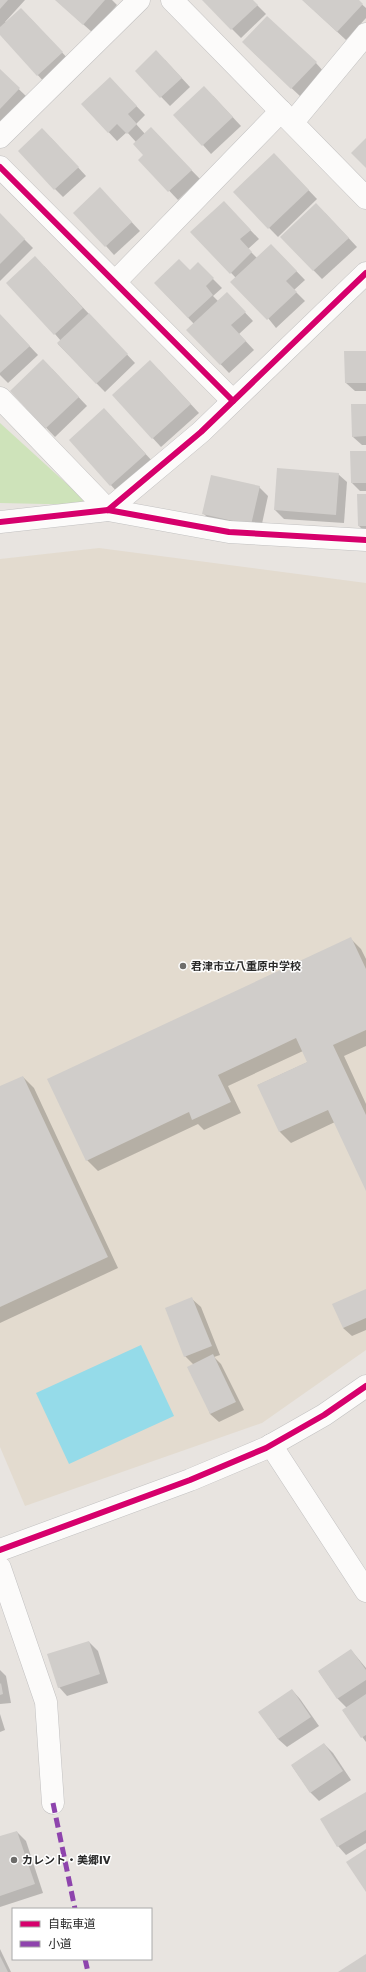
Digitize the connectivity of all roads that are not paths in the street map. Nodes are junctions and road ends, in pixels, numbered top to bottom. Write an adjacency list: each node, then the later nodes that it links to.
1 (139, 0): 5 (street)
2 (172, 0): 4 (street)
3 (366, 34): 4 (street)
4 (287, 117): 7 (street); 9 (street)
5 (0, 137)
6 (0, 167): 9 (street)
7 (366, 198)
8 (366, 274): 11 (street)
9 (114, 282): 11 (street)
10 (0, 398): 12 (street)
11 (234, 401): 12 (street)
12 (108, 510): 13 (street); 14 (street)
13 (0, 522)
14 (366, 540)
15 (366, 1386): 16 (street)
16 (271, 1445): 17 (street); 19 (street)
17 (2, 1544)
18 (0, 1568): 20 (street)
19 (366, 1591)
20 (52, 1802)

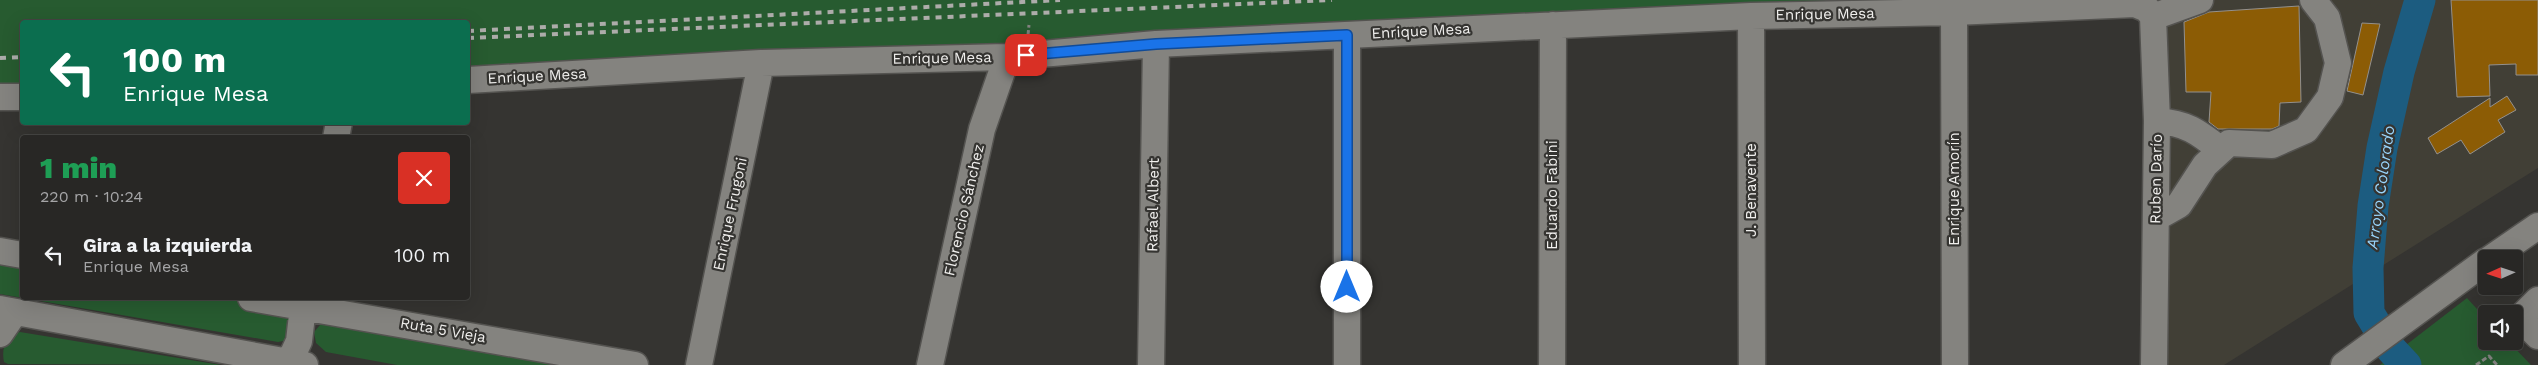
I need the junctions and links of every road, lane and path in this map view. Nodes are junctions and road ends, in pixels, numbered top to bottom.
1 (2200, 0) edge
2 (2313, 0) edge
3 (2144, 10) junction
4 (1954, 12) junction
5 (1751, 16) junction
6 (1553, 25) junction
7 (1347, 35) junction
8 (1156, 44) junction
9 (1007, 57) junction
10 (761, 63) junction
11 (470, 80) edge
12 (20, 96) edge
13 (0, 97) edge
14 (2157, 121) junction
15 (2221, 150) junction
16 (2156, 218) junction
17 (2538, 226) edge
18 (2503, 250) edge
19 (0, 251) edge
20 (20, 255) edge
21 (2478, 267) edge
22 (286, 300) edge
23 (2538, 300) edge
24 (304, 301) edge
25 (7, 310) edge
26 (0, 334) edge
27 (2538, 336) edge
28 (2351, 360) edge
29 (294, 364) edge
30 (635, 365) edge
31 (699, 365) edge
32 (930, 365) edge
33 (1150, 365) edge
34 (1347, 365) edge
35 (1552, 365) edge
36 (1752, 365) edge
37 (1955, 365) edge
38 (2154, 365) edge
39 (2476, 365) edge
40 (2497, 365) edge

1 - 3 street, Enrique Mesa
2 - 15 street
3 - 4 street, Enrique Mesa
3 - 14 street, Ruben Darío
4 - 5 street, Enrique Mesa
4 - 37 street, Enrique Amorín
5 - 6 street, Enrique Mesa
5 - 36 street, J. Benavente
6 - 7 street, Enrique Mesa
6 - 35 street, Eduardo Fabini
7 - 8 street, Enrique Mesa
7 - 34 street
8 - 9 street, Enrique Mesa
8 - 33 street, Rafael Albert
9 - 10 street, Enrique Mesa
9 - 32 street, Florencio Sánchez
10 - 11 street, Enrique Mesa
10 - 31 street, Enrique Frugoni
12 - 13 street
14 - 15 street
14 - 16 street, Ruben Darío
15 - 16 street
16 - 38 street, Ruben Darío
17 - 18 street
19 - 20 street
21 - 28 street
22 - 24 street, Ruta 5 Vieja
23 - 27 street
24 - 29 street
24 - 30 street, Ruta 5 Vieja
25 - 26 street
25 - 29 street
39 - 40 path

[Assigned task] Repeat the listing word for word, and skip every picture it contains.

[Output of the task]
Digitize the connectivity of all roads that are not paths in the street map. Nodes are junctions and road ends, in pixels, numbered top to bottom. Write an adjacency list: each node, then the later nodes that it links to.
1 (139, 0): 5 (street)
2 (172, 0): 4 (street)
3 (366, 34): 4 (street)
4 (287, 117): 7 (street); 9 (street)
5 (0, 137)
6 (0, 167): 9 (street)
7 (366, 198)
8 (366, 274): 11 (street)
9 (114, 282): 11 (street)
10 (0, 398): 12 (street)
11 (234, 401): 12 (street)
12 (108, 510): 13 (street); 14 (street)
13 (0, 522)
14 (366, 540)
15 (366, 1386): 16 (street)
16 (271, 1445): 17 (street); 19 (street)
17 (2, 1544)
18 (0, 1568): 20 (street)
19 (366, 1591)
20 (52, 1802)

I need the junctions and links of every road, lane and path in this map view. Nodes are junctions and road ends, in pixels, numbered top to bottom.
1 (2200, 0) edge
2 (2313, 0) edge
3 (2144, 10) junction
4 (1954, 12) junction
5 (1751, 16) junction
6 (1553, 25) junction
7 (1347, 35) junction
8 (1156, 44) junction
9 (1007, 57) junction
10 (761, 63) junction
11 (470, 80) edge
12 (20, 96) edge
13 (0, 97) edge
14 (2157, 121) junction
15 (2221, 150) junction
16 (2156, 218) junction
17 (2538, 226) edge
18 (2503, 250) edge
19 (0, 251) edge
20 (20, 255) edge
21 (2478, 267) edge
22 (286, 300) edge
23 (2538, 300) edge
24 (304, 301) edge
25 (7, 310) edge
26 (0, 334) edge
27 (2538, 336) edge
28 (2351, 360) edge
29 (294, 364) edge
30 (635, 365) edge
31 (699, 365) edge
32 (930, 365) edge
33 (1150, 365) edge
34 (1347, 365) edge
35 (1552, 365) edge
36 (1752, 365) edge
37 (1955, 365) edge
38 (2154, 365) edge
39 (2476, 365) edge
40 (2497, 365) edge

1 - 3 street, Enrique Mesa
2 - 15 street
3 - 4 street, Enrique Mesa
3 - 14 street, Ruben Darío
4 - 5 street, Enrique Mesa
4 - 37 street, Enrique Amorín
5 - 6 street, Enrique Mesa
5 - 36 street, J. Benavente
6 - 7 street, Enrique Mesa
6 - 35 street, Eduardo Fabini
7 - 8 street, Enrique Mesa
7 - 34 street
8 - 9 street, Enrique Mesa
8 - 33 street, Rafael Albert
9 - 10 street, Enrique Mesa
9 - 32 street, Florencio Sánchez
10 - 11 street, Enrique Mesa
10 - 31 street, Enrique Frugoni
12 - 13 street
14 - 15 street
14 - 16 street, Ruben Darío
15 - 16 street
16 - 38 street, Ruben Darío
17 - 18 street
19 - 20 street
21 - 28 street
22 - 24 street, Ruta 5 Vieja
23 - 27 street
24 - 29 street
24 - 30 street, Ruta 5 Vieja
25 - 26 street
25 - 29 street
39 - 40 path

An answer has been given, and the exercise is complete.